Business partnerships don't last forever. When you create a limited liability company, it's common to draw up an agreement for what happens if one owner wants out. The buyout agreement may require the departing owner to sell to her partners. With an interest redemption agreement, the LLC itself buys back the owner's stake.
How Redemption Works
When a partner sells to the remaining owners, they pay him out of their own pockets. Under an interest redemption agreement, the LLC pays -- out of earnings or by borrowing against assets, for example. The remaining owners may find this more affordable than buying the departing partner's interest themselves, and it gives them the same control of the ex-owner's share.
Redemption Tax Advantages
Redemption agreements may give the remaining owners a better deal on taxes by avoiding "technical terminations." If more than 50 percent of the LLC gets sold within 12 months, the IRS treats the company as if it dissolved and re-formed. If the LLC claims depreciation of assets as a business expense, this technical termination reduces how much depreciation is deductible.
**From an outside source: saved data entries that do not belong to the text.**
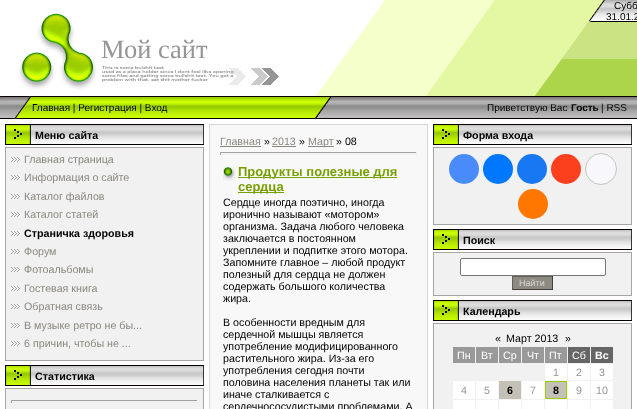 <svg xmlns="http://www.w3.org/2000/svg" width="637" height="409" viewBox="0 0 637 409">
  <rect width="100%" height="100%" fill="rgb(255,255,255)"/>
  <image x="331" y="0" width="306" height="119" href="pic1.png"/>
  <image x="0" y="0" width="101" height="22" href="pic2.png"/>
  <image x="101" y="0" width="504" height="22" href="pic3.png"/>
  <g font-family="Liberation Sans" font-size="10" fill="rgb(0,0,0)">
    <text x="614" y="9">Субб</text>
    <text x="606" y="20">31.01.2</text>
  </g>
  <image x="0" y="22" width="101" height="74" href="pic4.png"/>
  <image x="101" y="22" width="487" height="74" href="pic5.png"/>
  <text x="101" y="58" font-family="Liberation Serif" font-size="26.5" fill="rgb(150,149,149)">Мой сайт</text>
  <image x="0" y="96" width="32" height="23" href="pic6.png"/>
  <image x="32" y="96" width="275" height="23" href="pic7.png"/>
  <text x="32" y="111" font-family="Liberation Sans" font-size="10" fill="rgb(0,0,0)">Главная | Регистрация | Вход</text>
  <image x="307" y="96" width="24" height="23" href="pic8.png"/>
  <text x="487" y="111" font-family="Liberation Sans" font-size="10" fill="rgb(0,0,0)">Приветствую Вас</text>
  <text x="571" y="111" font-family="Liberation Sans" font-size="10" font-weight="bold" fill="rgb(0,0,0)">Гость</text>
  <text x="601" y="111" font-family="Liberation Sans" font-size="10" fill="rgb(0,0,0)">| RSS</text>
  <image x="5" y="124" width="199" height="21" href="pic9.png"/>
  <text x="35" y="139" font-family="Liberation Sans" font-size="10.7" font-weight="bold" fill="rgb(0,0,0)">Меню сайта</text>
  <rect x="5.5" y="147.5" width="198" height="213" fill="rgb(241,241,241)" stroke="rgb(167,166,166)"/>
  <image x="11" y="157" width="9" height="5" href="pic10.png"/>
  <text x="24" y="163" font-family="Liberation Sans" font-size="10.7" fill="rgb(139,136,129)">Главная страница</text>
  <image x="11" y="175" width="9" height="5" href="pic10.png"/>
  <text x="24" y="181" font-family="Liberation Sans" font-size="10.7" fill="rgb(139,136,129)">Информация о сайте</text>
  <image x="11" y="194" width="9" height="5" href="pic10.png"/>
  <text x="24" y="200" font-family="Liberation Sans" font-size="10.7" fill="rgb(139,136,129)">Каталог файлов</text>
  <image x="11" y="212" width="9" height="5" href="pic10.png"/>
  <text x="24" y="218" font-family="Liberation Sans" font-size="10.7" fill="rgb(139,136,129)">Каталог статей</text>
  <image x="11" y="231" width="9" height="5" href="pic10.png"/>
  <text x="24" y="237" font-family="Liberation Sans" font-size="10.7" font-weight="bold" fill="rgb(0,0,0)">Страничка здоровья</text>
  <image x="11" y="249" width="9" height="5" href="pic10.png"/>
  <text x="24" y="255" font-family="Liberation Sans" font-size="10.7" fill="rgb(139,136,129)">Форум</text>
  <image x="11" y="267" width="9" height="5" href="pic10.png"/>
  <text x="24" y="273" font-family="Liberation Sans" font-size="10.7" fill="rgb(139,136,129)">Фотоальбомы</text>
  <image x="11" y="286" width="9" height="5" href="pic10.png"/>
  <text x="24" y="292" font-family="Liberation Sans" font-size="10.7" fill="rgb(139,136,129)">Гостевая книга</text>
  <image x="11" y="304" width="9" height="5" href="pic10.png"/>
  <text x="24" y="310" font-family="Liberation Sans" font-size="10.7" fill="rgb(139,136,129)">Обратная связь</text>
  <image x="11" y="323" width="9" height="5" href="pic10.png"/>
  <text x="24" y="329" font-family="Liberation Sans" font-size="10.7" fill="rgb(139,136,129)">В музыке ретро не бы...</text>
  <image x="11" y="341" width="9" height="5" href="pic10.png"/>
  <text x="24" y="347" font-family="Liberation Sans" font-size="10.7" fill="rgb(139,136,129)">6 причин, чтобы не ...</text>
  <image x="5" y="365" width="199" height="21" href="pic9.png"/>
  <text x="35" y="380" font-family="Liberation Sans" font-size="10.7" font-weight="bold" fill="rgb(0,0,0)">Статистика</text>
  <rect x="5.5" y="388.5" width="198" height="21" fill="rgb(241,241,241)" stroke="rgb(167,166,166)"/>
  <rect x="11" y="400" width="187" height="1" fill="rgb(159,159,159)"/>
  <rect x="197" y="400" width="1" height="3" fill="rgb(238,238,238)"/>
  <rect x="11" y="402" width="187" height="1" fill="rgb(238,238,238)"/>
  <rect x="11" y="400" width="1" height="3" fill="rgb(159,159,159)"/>
  <rect x="209.5" y="124.5" width="218" height="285" fill="none" stroke="rgb(215,215,215)"/>
  <rect x="210" y="125" width="217" height="284" fill="rgb(248,248,248)"/>
  <text x="220" y="145" font-family="Liberation Sans" font-size="10.7" fill="rgb(139,136,129)">Главная</text>
  <rect x="220" y="146" width="41" height="1" fill="rgb(139,136,129)"/>
  <text x="264" y="145" font-family="Liberation Sans" font-size="10.7" fill="rgb(0,0,0)">»</text>
  <text x="272" y="145" font-family="Liberation Sans" font-size="10.7" fill="rgb(139,136,129)">2013</text>
  <rect x="272" y="146" width="24" height="1" fill="rgb(139,136,129)"/>
  <text x="299" y="145" font-family="Liberation Sans" font-size="10.7" fill="rgb(0,0,0)">»</text>
  <rect x="308" y="146" width="26" height="1" fill="rgb(139,136,129)"/>
  <text x="308" y="145" font-family="Liberation Sans" font-size="10.7" fill="rgb(139,136,129)">Март</text>
  <text x="336" y="145" font-family="Liberation Sans" font-size="10.7" fill="rgb(0,0,0)">» 08</text>
  <rect x="220" y="152" width="197" height="1" fill="rgb(159,159,159)"/>
  <rect x="416" y="152" width="1" height="3" fill="rgb(238,238,238)"/>
  <rect x="220" y="154" width="197" height="1" fill="rgb(238,238,238)"/>
  <rect x="220" y="152" width="1" height="3" fill="rgb(159,159,159)"/>
  <image x="223" y="167" width="12" height="14" href="pic11.png"/>
  <rect x="238" y="177" width="159" height="1" fill="rgb(119,159,0)"/>
  <text x="238" y="176" font-family="Liberation Sans" font-size="13" font-weight="bold" fill="rgb(119,159,0)">Продукты полезные для</text>
  <rect x="238" y="192" width="46" height="1" fill="rgb(119,159,0)"/>
  <text x="238" y="191" font-family="Liberation Sans" font-size="13" font-weight="bold" fill="rgb(119,159,0)">сердца</text>
  <g font-family="Liberation Sans" font-size="10.7" fill="rgb(0,0,0)">
    <text>
      <tspan x="223" y="206">Сердце иногда поэтично, иногда</tspan>
      <tspan x="223" y="218">иронично называют «мотором»</tspan>
      <tspan x="223" y="230">организма. Задача любого человека</tspan>
      <tspan x="223" y="242">заключается в постоянном</tspan>
      <tspan x="223" y="254">укреплении и подпитке этого мотора.</tspan>
      <tspan x="223" y="266">Запомните главное – любой продукт</tspan>
      <tspan x="223" y="278">полезный для сердца не должен</tspan>
      <tspan x="223" y="290">содержать большого количества</tspan>
      <tspan x="223" y="302">жира.</tspan>
    </text>
    <text>
      <tspan x="223" y="326">В особенности вредным для</tspan>
      <tspan x="223" y="338">сердечной мышцы является</tspan>
      <tspan x="223" y="350">употребление модифицированного</tspan>
      <tspan x="223" y="362">растительного жира. Из-за его</tspan>
      <tspan x="223" y="374">употребления сегодня почти</tspan>
      <tspan x="223" y="386">половина населения планеты так или</tspan>
      <tspan x="223" y="398">иначе сталкивается с</tspan>
      <tspan x="223" y="410">сердечнососудистыми проблемами. А</tspan>
    </text>
  </g>
  <image x="433" y="124" width="199" height="21" href="pic9.png"/>
  <text x="463" y="139" font-family="Liberation Sans" font-size="10.7" font-weight="bold" fill="rgb(0,0,0)">Форма входа</text>
  <rect x="433.5" y="147.5" width="198" height="77" fill="rgb(241,241,241)" stroke="rgb(167,166,166)"/>
  <circle cx="464" cy="169" r="15" fill="rgb(73,139,250)"/>
  <circle cx="498" cy="169" r="15" fill="rgb(0,119,255)"/>
  <circle cx="532" cy="169" r="15" fill="rgb(24,119,242)"/>
  <circle cx="566" cy="169" r="15" fill="rgb(252,63,29)"/>
  <circle cx="601" cy="169" r="15.5" fill="rgb(248,248,252)" stroke="rgb(196,196,196)"/>
  <circle cx="533" cy="204" r="15" fill="rgb(255,119,0)"/>
  <image x="433" y="229" width="199" height="21" href="pic9.png"/>
  <text x="463" y="244" font-family="Liberation Sans" font-size="10.7" font-weight="bold" fill="rgb(0,0,0)">Поиск</text>
  <rect x="433.5" y="252.5" width="198" height="43" fill="rgb(241,241,241)" stroke="rgb(167,166,166)"/>
  <rect x="460.5" y="258.5" width="145" height="17" rx="1.5" fill="rgb(255,255,255)" stroke="rgb(118,118,118)"/>
  <rect x="513" y="277" width="39" height="12" fill="rgb(141,138,131)"/>
  <rect x="512" y="276" width="41" height="1" fill="rgb(97,94,88)"/>
  <rect x="552" y="276" width="1" height="14" fill="rgb(65,63,59)"/>
  <rect x="512" y="289" width="41" height="1" fill="rgb(65,63,59)"/>
  <rect x="512" y="276" width="1" height="14" fill="rgb(97,94,88)"/>
  <text x="519" y="286" font-family="Liberation Sans" font-size="9" fill="rgb(218,215,204)">Найти</text>
  <image x="433" y="300" width="199" height="21" href="pic9.png"/>
  <text x="463" y="315" font-family="Liberation Sans" font-size="10.7" font-weight="bold" fill="rgb(0,0,0)">Календарь</text>
  <rect x="433.5" y="323.5" width="198" height="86" fill="rgb(241,241,241)" stroke="rgb(167,166,166)"/>
  <g font-family="Liberation Sans" font-size="10.7" fill="rgb(0,0,0)">
    <text x="495" y="342">«</text>
    <text x="506" y="342">Март 2013</text>
    <text x="565" y="342">»</text>
  </g>
  <rect x="453" y="347" width="22" height="16" fill="rgb(153,153,153)"/>
  <text x="457" y="359" font-family="Liberation Sans" font-size="10.7" fill="rgb(255,255,255)">Пн</text>
  <rect x="476" y="347" width="22" height="16" fill="rgb(153,153,153)"/>
  <text x="481" y="359" font-family="Liberation Sans" font-size="10.7" fill="rgb(255,255,255)">Вт</text>
  <rect x="499" y="347" width="22" height="16" fill="rgb(153,153,153)"/>
  <text x="503" y="359" font-family="Liberation Sans" font-size="10.7" fill="rgb(255,255,255)">Ср</text>
  <rect x="522" y="347" width="22" height="16" fill="rgb(153,153,153)"/>
  <text x="527" y="359" font-family="Liberation Sans" font-size="10.7" fill="rgb(255,255,255)">Чт</text>
  <rect x="545" y="347" width="22" height="16" fill="rgb(153,153,153)"/>
  <text x="549" y="359" font-family="Liberation Sans" font-size="10.7" fill="rgb(255,255,255)">Пт</text>
  <rect x="568" y="347" width="22" height="16" fill="rgb(102,102,102)"/>
  <text x="572" y="359" font-family="Liberation Sans" font-size="10.7" fill="rgb(255,255,255)">Сб</text>
  <rect x="591" y="347" width="22" height="16" fill="rgb(102,102,102)"/>
  <text x="595" y="359" font-family="Liberation Sans" font-size="10.7" font-weight="bold" fill="rgb(255,255,255)">Вс</text>
  <rect x="545" y="364" width="22" height="16" fill="rgb(255,255,255)"/>
  <text x="553" y="376" font-family="Liberation Sans" font-size="10.7" fill="rgb(150,149,149)">1</text>
  <rect x="568" y="364" width="22" height="16" fill="rgb(255,255,255)"/>
  <text x="576" y="376" font-family="Liberation Sans" font-size="10.7" fill="rgb(150,149,149)">2</text>
  <rect x="591" y="364" width="22" height="16" fill="rgb(255,255,255)"/>
  <text x="599" y="376" font-family="Liberation Sans" font-size="10.7" fill="rgb(150,149,149)">3</text>
  <rect x="453" y="381" width="22" height="18" fill="rgb(255,255,255)"/>
  <text x="461" y="394" font-family="Liberation Sans" font-size="10.7" fill="rgb(150,149,149)">4</text>
  <rect x="476" y="381" width="22" height="18" fill="rgb(255,255,255)"/>
  <text x="484" y="394" font-family="Liberation Sans" font-size="10.7" fill="rgb(150,149,149)">5</text>
  <rect x="499" y="381" width="22" height="18" fill="rgb(195,192,181)"/>
  <text x="507" y="394" font-family="Liberation Sans" font-size="10.7" font-weight="bold" fill="rgb(0,0,0)">6</text>
  <rect x="522" y="381" width="22" height="18" fill="rgb(255,255,255)"/>
  <text x="530" y="394" font-family="Liberation Sans" font-size="10.7" fill="rgb(150,149,149)">7</text>
  <rect x="545.5" y="381.5" width="21" height="17" fill="rgb(195,192,181)" stroke="rgb(156,207,0)"/>
  <text x="553" y="394" font-family="Liberation Sans" font-size="10.7" font-weight="bold" fill="rgb(0,0,0)">8</text>
  <rect x="568" y="381" width="22" height="18" fill="rgb(255,255,255)"/>
  <text x="576" y="394" font-family="Liberation Sans" font-size="10.7" fill="rgb(150,149,149)">9</text>
  <rect x="591" y="381" width="22" height="18" fill="rgb(255,255,255)"/>
  <text x="596" y="394" font-family="Liberation Sans" font-size="10.7" fill="rgb(150,149,149)">10</text>
  <rect x="453" y="400" width="22" height="9" fill="rgb(255,255,255)"/>
  <rect x="476" y="400" width="22" height="9" fill="rgb(255,255,255)"/>
  <rect x="499" y="400" width="22" height="9" fill="rgb(255,255,255)"/>
  <rect x="522" y="400" width="22" height="9" fill="rgb(255,255,255)"/>
  <rect x="545" y="400" width="22" height="9" fill="rgb(255,255,255)"/>
  <rect x="568" y="400" width="22" height="9" fill="rgb(255,255,255)"/>
  <rect x="591" y="400" width="22" height="9" fill="rgb(255,255,255)"/>
</svg>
Interest redemption doesn't trigger this rule, so the depreciation write-off stays the same. Another advantage is that the LLC may be able to deduct some of the payments to the former partner as a business expense.
Departing Partner Benefits
The departing partner may get a better tax deal with redemption, depending on the company's assets. If the LLC owns inventory, accounts receivable or depreciable real estate, the departing partner's income from the buyout may fall under special tax rules. The rules can lead to steep taxes if the partner sells her interest, but not if the LLC redeems it.